I grab one of the large cushions to put on my legs and observe him. He does look tired. His black hair is disordered, and his shirt is slightly wrinkled. I guess he didn’t entirely lie about the being busy part.
“How is it? With... the Clan?” I ask.
“Annoying.”
I frown at his weird answer. He doesn’t look like a very enthusiastic Alpha, for someone at the head of such a large pack...
“What about Nathaniel? Why isn’t he your Beta?”
“Nathaniel is an Alpha; he rules his own part of the Clan. My family wolves are not Beta materials...”
I suppose that can happen, too. Being an Alpha usually runs in the blood, and considering how intimidating Damian is, he probably couldn’t submit to anyone. But I thought Nathaniel to be a bit less dominating. I suppose their pack is big enough for them to split the work... That’s not unusual among large packs, as sometimes they have way too many members for one Alpha to handle, so they would divide between smaller packs and have other wolves be Alphas to handle it better.
“What about your younger brother?”
“Liam is too young. He’s just training as Lead Hunter for now.”
Too young? He looked like a teen around my age when I saw him. He may be young, but he could perfectly be an Alpha also... Maybe he seems older than his real age is, then. Or he’s too immature for now. But if he is already Lead Hunter, it means he must already be well respected within the pack.
Talking about Alpha stuff, I wonder why the Moon Goddess chose me to be his mate. We have nothing in common, and I don’t really see myself as an Alpha material either... How could I ever stand as equal to Damian? Surely his pack would see me as a joke. I was the lowest on my previous pack, and now I must prove myself to the Blood Moon Clan? Was there a mistake somewhere? There should be hundreds of other women more prepared and ready to take the job! Being the mate of the Alpha leader would mean I have to be above all other wolves!

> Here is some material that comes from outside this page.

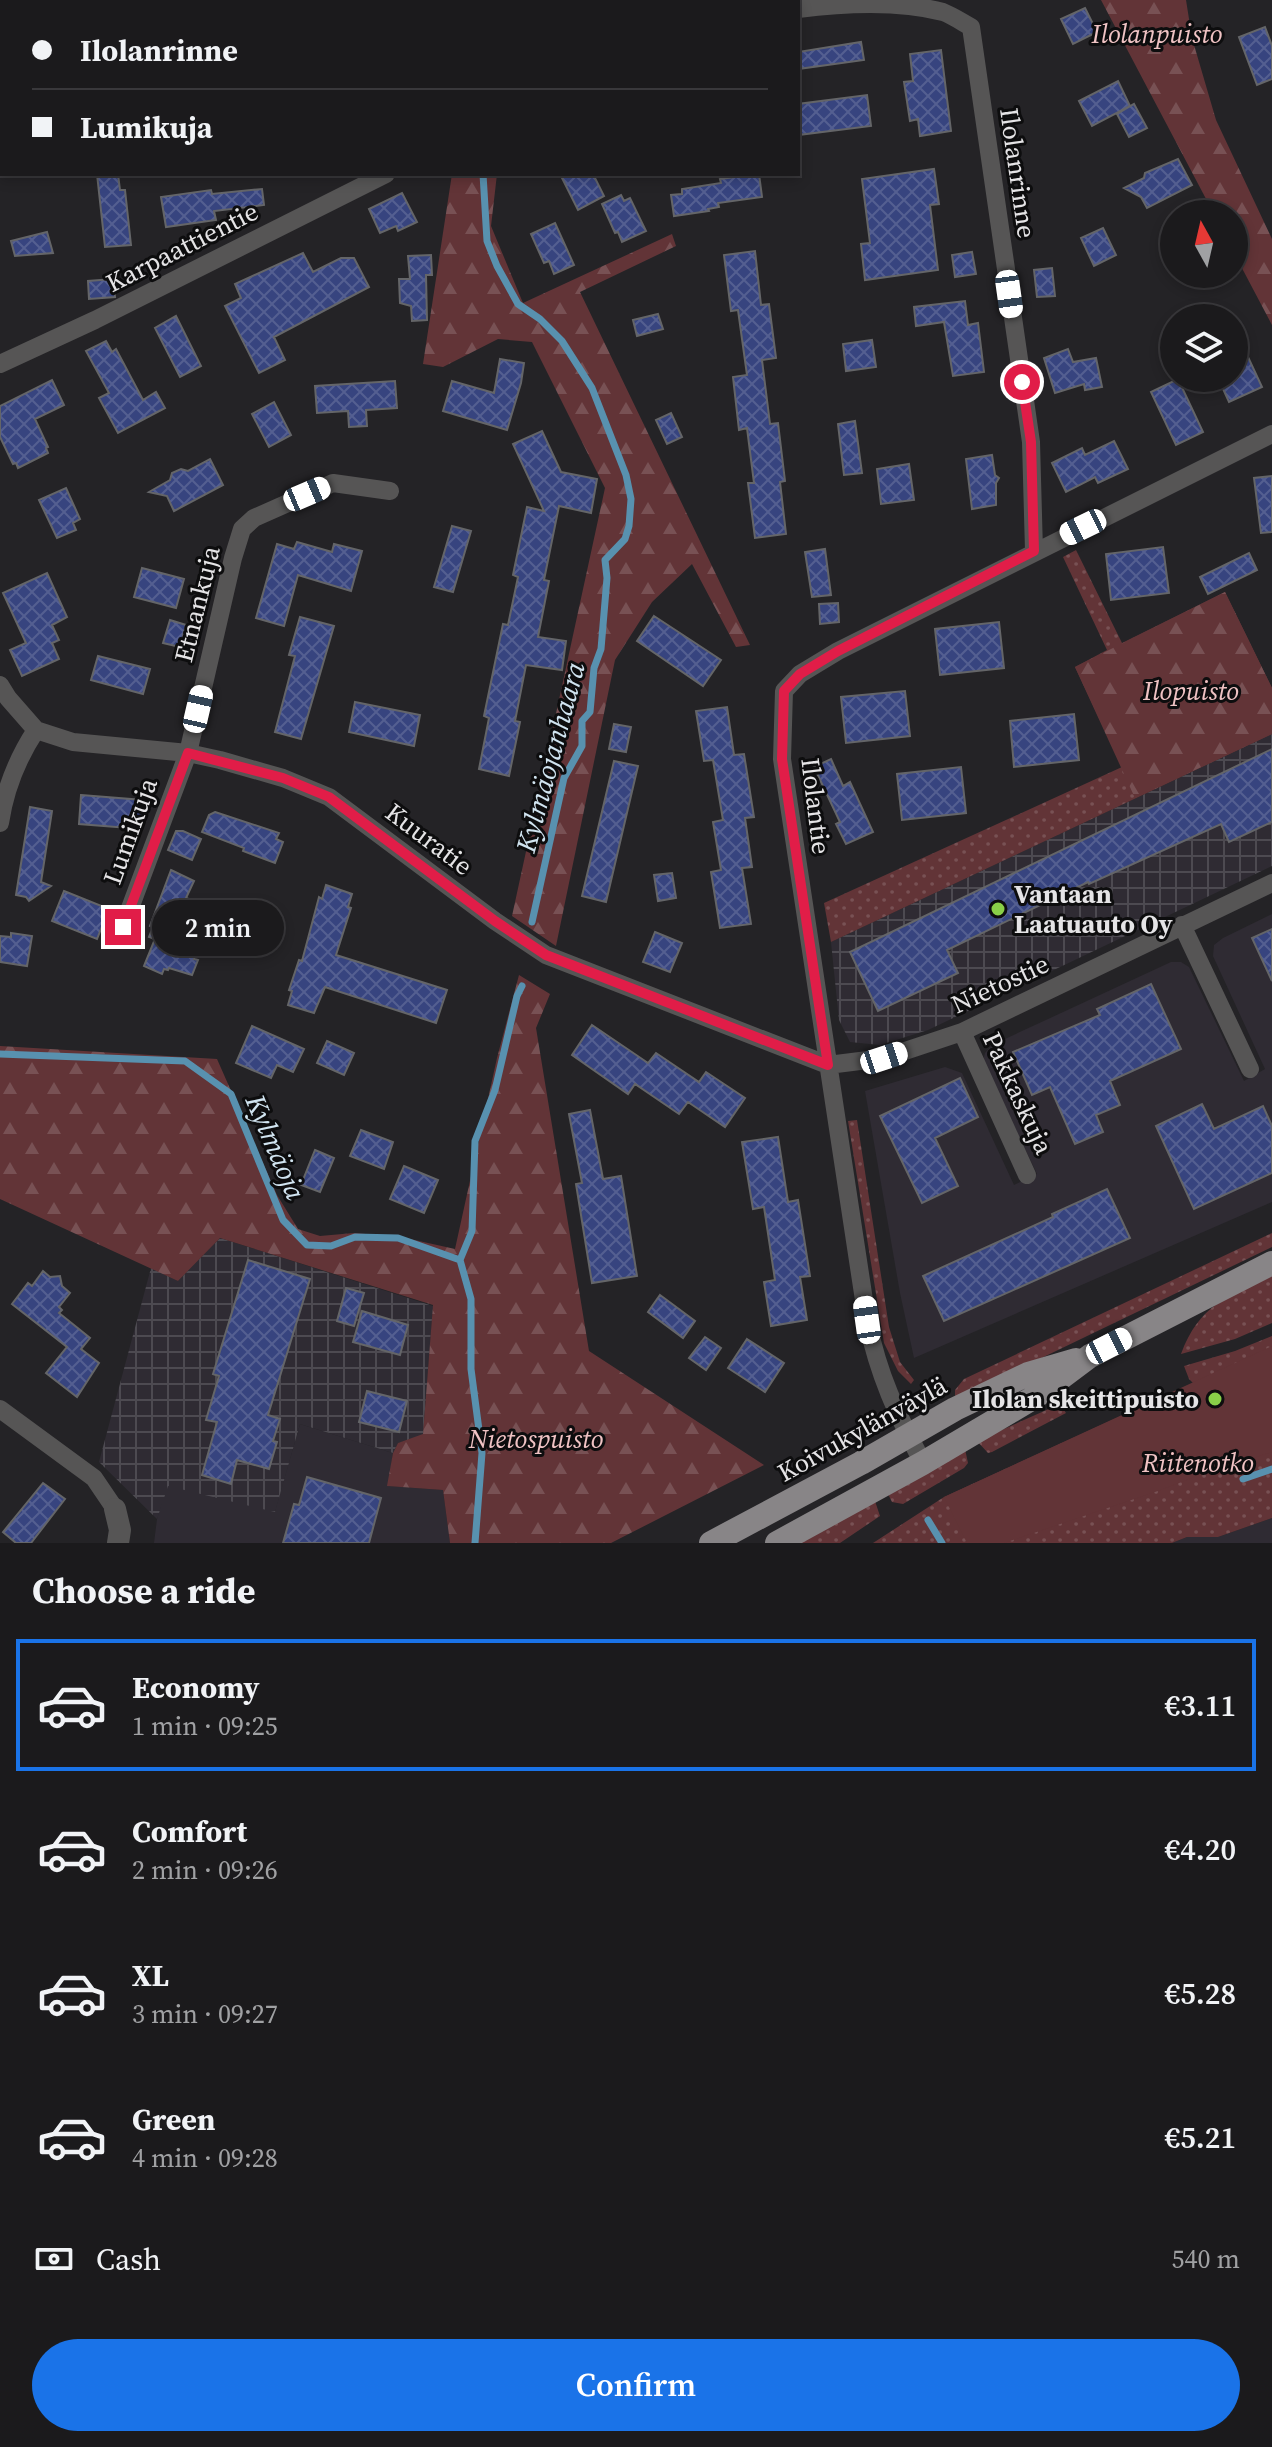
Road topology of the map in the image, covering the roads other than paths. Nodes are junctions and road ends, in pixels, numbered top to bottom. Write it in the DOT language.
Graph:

How could that wolf ever be... me?
I wake up a bit later, and I realize I’m in my bed.
Damian! Did I fell asleep on the couch? I panic a bit, but after a second, I realize he is sitting just next to me. I feel his hand gently caressing my hair. Behind him, I can see it’s still dark outside.
“What time is it?”
“Almost two in the morning. You fell asleep, so I carried you here. I didn’t mean to wake you.”
I realize he has his jacket on, and frown.
“Are you leaving?”
“I have to.”
“When will you come back?” I ask immediately
He sighs and leans over to kiss my forehead again. “I don’t know. Soon.”
How soon is soon? My wolf whines, she doesn’t want him to go, but my human self knows he has other responsibilities. He caresses my hair a few more seconds and exits the room as silently as a shadow. Tiredness and the sound of the rain pull me back to sleep as soon as the door shuts.